▶ Work to be completed: Where does the string "South" appear in the listing below? Copy every line where it does.
-=-=-=-=-
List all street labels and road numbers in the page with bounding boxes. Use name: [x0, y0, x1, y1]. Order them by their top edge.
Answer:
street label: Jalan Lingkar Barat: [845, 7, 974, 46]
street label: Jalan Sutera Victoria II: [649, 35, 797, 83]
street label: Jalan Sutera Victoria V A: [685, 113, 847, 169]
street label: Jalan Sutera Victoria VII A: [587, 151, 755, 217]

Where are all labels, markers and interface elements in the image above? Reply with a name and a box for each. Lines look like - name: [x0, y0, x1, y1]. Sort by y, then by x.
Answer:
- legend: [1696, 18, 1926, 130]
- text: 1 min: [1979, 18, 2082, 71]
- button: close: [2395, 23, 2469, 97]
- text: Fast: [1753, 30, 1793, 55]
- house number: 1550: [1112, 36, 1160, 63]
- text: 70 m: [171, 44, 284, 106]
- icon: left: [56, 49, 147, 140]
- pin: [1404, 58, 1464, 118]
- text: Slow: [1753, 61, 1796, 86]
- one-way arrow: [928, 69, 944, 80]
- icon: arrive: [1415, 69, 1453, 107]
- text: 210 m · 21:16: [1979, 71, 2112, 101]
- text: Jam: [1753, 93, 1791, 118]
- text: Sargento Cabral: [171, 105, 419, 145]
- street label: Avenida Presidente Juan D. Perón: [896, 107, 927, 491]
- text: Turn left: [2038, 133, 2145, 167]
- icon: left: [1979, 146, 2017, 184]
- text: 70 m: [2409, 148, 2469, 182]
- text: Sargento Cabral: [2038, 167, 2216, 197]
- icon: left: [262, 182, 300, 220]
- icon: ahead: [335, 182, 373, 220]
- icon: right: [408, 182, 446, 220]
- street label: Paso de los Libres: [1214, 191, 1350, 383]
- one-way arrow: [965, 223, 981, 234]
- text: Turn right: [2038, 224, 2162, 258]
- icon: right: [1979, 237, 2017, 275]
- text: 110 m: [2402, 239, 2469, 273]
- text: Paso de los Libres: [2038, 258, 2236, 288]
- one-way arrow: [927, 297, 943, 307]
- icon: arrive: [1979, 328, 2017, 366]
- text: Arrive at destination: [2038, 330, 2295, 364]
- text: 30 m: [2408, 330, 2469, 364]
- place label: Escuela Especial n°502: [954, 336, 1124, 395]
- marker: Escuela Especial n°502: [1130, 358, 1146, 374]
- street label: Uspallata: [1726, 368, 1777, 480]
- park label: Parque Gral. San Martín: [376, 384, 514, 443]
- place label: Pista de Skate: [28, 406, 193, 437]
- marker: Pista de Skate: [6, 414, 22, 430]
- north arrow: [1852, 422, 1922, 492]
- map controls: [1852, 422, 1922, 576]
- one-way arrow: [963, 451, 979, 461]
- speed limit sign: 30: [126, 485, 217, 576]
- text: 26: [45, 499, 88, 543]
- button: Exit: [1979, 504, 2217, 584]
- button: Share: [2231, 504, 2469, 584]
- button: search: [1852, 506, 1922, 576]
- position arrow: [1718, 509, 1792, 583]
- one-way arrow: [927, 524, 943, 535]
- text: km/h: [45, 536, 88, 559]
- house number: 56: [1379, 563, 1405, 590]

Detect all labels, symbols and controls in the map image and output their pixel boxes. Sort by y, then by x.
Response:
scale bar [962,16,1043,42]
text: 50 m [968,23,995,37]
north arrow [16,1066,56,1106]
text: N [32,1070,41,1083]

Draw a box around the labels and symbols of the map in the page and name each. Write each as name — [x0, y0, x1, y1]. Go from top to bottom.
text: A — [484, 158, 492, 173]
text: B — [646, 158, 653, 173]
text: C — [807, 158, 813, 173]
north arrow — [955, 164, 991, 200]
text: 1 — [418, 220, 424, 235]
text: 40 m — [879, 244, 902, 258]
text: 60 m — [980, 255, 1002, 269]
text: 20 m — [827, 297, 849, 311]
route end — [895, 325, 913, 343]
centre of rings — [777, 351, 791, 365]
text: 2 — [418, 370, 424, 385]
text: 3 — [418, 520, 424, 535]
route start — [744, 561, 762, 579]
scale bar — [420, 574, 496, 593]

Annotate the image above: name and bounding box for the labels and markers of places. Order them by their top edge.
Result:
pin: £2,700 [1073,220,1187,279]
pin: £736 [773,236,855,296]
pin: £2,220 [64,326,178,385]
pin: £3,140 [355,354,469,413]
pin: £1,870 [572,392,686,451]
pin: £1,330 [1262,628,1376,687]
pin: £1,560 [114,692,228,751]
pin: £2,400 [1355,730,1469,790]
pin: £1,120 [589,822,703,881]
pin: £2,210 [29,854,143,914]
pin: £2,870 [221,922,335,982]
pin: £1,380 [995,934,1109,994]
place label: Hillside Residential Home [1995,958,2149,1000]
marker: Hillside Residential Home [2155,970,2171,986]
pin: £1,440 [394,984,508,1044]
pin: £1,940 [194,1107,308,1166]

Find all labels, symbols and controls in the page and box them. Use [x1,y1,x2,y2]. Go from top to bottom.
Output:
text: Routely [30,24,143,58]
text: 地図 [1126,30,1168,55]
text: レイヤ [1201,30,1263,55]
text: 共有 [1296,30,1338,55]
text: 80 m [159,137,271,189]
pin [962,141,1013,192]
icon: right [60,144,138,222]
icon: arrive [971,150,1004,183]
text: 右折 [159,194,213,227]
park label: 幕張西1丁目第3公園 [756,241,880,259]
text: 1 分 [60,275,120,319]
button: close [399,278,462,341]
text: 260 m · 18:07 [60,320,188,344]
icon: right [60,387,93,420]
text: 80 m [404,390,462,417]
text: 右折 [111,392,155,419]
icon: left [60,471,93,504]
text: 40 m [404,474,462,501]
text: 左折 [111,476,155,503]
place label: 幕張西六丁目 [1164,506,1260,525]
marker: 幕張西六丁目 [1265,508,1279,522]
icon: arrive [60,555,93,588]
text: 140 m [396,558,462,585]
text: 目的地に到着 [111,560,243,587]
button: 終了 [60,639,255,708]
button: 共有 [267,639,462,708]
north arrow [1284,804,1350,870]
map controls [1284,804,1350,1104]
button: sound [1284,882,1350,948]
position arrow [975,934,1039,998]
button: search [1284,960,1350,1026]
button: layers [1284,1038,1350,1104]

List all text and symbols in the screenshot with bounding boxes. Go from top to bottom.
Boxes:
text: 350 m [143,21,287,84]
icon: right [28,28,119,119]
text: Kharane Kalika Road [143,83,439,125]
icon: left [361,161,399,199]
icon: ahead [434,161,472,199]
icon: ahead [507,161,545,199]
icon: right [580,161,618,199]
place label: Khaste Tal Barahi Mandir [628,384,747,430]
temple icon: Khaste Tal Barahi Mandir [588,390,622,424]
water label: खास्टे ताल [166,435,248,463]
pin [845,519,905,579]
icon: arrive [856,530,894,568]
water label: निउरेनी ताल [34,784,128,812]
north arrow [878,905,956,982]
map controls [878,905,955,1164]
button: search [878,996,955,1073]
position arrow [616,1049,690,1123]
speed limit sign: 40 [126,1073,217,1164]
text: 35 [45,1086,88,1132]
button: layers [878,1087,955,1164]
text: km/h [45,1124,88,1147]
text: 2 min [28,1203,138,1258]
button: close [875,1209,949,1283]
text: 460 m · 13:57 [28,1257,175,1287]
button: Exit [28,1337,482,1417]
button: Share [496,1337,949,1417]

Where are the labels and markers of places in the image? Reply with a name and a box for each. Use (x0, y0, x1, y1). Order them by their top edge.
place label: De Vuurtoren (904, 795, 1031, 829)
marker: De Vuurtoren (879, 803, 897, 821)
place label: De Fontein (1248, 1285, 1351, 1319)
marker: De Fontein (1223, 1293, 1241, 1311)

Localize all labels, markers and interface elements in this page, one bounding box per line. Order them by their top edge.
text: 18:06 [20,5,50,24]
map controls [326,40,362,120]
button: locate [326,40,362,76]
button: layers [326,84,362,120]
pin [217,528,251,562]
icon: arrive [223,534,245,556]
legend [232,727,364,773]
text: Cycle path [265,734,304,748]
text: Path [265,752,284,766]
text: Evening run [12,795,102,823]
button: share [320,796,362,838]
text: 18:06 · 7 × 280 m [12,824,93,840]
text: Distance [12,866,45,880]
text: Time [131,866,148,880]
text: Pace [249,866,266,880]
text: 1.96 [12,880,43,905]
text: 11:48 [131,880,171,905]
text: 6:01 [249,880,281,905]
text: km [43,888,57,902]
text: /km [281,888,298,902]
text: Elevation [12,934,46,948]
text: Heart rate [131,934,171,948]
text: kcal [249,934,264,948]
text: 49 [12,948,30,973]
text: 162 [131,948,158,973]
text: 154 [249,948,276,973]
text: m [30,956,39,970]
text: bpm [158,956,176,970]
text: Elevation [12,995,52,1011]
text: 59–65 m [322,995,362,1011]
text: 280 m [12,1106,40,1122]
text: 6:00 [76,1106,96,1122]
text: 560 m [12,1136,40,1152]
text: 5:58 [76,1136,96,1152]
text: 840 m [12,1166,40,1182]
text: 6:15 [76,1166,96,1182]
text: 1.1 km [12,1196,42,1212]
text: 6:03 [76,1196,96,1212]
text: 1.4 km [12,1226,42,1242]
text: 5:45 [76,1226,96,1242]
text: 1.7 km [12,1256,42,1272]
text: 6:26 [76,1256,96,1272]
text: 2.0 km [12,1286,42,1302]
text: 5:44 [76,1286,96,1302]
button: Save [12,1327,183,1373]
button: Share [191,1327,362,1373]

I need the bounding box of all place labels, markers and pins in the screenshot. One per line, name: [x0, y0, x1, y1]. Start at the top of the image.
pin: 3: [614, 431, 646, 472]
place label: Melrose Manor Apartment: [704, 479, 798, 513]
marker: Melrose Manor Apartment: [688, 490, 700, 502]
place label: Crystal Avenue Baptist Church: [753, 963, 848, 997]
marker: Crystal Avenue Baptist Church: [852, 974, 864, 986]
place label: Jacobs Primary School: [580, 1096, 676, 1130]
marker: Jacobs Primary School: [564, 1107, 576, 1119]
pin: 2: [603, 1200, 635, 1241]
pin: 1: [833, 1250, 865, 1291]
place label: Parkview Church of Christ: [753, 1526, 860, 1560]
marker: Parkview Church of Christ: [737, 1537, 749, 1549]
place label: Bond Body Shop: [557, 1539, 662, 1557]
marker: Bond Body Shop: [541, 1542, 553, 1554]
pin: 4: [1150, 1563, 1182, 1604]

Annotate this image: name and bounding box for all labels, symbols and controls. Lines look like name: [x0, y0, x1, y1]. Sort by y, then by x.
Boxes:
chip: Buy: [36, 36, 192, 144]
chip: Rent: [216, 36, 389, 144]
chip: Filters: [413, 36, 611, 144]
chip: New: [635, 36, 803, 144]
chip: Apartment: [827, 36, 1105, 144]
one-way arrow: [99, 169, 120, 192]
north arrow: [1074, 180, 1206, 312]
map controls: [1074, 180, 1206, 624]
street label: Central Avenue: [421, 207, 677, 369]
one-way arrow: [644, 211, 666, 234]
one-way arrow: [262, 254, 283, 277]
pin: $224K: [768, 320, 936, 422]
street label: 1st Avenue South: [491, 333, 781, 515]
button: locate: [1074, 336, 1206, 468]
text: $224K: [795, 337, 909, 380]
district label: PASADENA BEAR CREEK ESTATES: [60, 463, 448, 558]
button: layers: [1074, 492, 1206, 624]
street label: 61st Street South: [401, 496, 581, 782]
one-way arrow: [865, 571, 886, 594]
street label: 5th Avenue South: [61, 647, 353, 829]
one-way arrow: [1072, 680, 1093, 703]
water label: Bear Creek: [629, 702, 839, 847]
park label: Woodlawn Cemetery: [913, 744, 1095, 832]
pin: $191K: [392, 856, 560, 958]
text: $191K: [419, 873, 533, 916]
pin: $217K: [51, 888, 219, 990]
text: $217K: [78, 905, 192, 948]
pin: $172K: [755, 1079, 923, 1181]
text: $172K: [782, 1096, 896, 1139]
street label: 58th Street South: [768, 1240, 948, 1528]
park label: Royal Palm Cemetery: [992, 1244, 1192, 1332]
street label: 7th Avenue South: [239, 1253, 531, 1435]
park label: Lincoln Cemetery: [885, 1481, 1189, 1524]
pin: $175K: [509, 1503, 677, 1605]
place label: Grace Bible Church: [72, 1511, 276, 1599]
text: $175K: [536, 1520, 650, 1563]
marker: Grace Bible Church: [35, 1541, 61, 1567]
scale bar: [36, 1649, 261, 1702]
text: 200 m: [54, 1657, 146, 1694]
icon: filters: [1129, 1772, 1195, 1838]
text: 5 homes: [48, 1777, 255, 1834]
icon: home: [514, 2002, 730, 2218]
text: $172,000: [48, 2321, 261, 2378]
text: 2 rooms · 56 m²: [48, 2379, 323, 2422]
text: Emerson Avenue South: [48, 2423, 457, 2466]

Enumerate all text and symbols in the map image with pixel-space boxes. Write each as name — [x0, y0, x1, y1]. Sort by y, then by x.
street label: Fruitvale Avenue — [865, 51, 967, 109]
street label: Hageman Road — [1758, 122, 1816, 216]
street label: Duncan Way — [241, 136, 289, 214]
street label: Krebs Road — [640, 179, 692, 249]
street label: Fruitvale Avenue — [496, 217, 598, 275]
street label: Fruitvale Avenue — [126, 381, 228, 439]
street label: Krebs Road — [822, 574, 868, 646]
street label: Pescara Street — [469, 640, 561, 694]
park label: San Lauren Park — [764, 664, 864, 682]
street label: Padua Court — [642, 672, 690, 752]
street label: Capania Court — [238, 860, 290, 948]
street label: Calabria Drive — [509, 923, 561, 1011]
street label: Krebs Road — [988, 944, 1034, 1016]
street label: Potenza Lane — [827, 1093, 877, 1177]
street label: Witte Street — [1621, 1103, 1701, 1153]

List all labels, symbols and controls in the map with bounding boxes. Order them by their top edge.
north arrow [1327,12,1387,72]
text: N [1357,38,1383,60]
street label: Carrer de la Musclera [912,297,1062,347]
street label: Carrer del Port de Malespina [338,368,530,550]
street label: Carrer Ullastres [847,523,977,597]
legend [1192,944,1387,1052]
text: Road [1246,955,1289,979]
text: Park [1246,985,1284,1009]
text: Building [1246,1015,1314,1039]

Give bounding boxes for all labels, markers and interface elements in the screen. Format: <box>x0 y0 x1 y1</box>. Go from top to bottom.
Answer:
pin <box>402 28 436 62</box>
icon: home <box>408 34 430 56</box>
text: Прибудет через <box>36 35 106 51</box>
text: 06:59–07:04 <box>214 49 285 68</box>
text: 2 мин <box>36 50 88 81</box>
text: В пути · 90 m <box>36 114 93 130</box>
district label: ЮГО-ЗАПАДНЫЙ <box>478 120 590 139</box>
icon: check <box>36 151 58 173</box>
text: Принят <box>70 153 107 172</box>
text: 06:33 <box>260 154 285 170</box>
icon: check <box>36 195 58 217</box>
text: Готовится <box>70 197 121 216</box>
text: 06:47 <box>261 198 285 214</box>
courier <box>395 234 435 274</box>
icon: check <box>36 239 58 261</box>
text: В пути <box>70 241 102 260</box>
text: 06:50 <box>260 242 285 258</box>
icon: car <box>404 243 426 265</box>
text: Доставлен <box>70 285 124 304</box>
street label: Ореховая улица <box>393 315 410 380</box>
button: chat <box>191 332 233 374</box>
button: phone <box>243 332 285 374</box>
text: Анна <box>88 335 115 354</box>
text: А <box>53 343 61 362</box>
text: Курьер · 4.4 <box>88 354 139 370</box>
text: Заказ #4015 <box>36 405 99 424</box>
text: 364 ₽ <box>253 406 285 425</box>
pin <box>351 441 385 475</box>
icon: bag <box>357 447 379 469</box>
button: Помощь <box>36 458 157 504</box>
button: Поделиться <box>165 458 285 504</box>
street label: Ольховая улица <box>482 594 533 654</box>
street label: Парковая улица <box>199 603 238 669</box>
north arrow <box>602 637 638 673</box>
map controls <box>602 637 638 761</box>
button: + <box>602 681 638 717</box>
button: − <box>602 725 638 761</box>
-=-=-=-=-
▶ Response box:
street label: 1st Avenue South: [491, 333, 781, 515]
street label: 61st Street South: [401, 496, 581, 782]
street label: 5th Avenue South: [61, 647, 353, 829]
street label: 58th Street South: [768, 1240, 948, 1528]
street label: 7th Avenue South: [239, 1253, 531, 1435]
text: Emerson Avenue South: [48, 2423, 457, 2466]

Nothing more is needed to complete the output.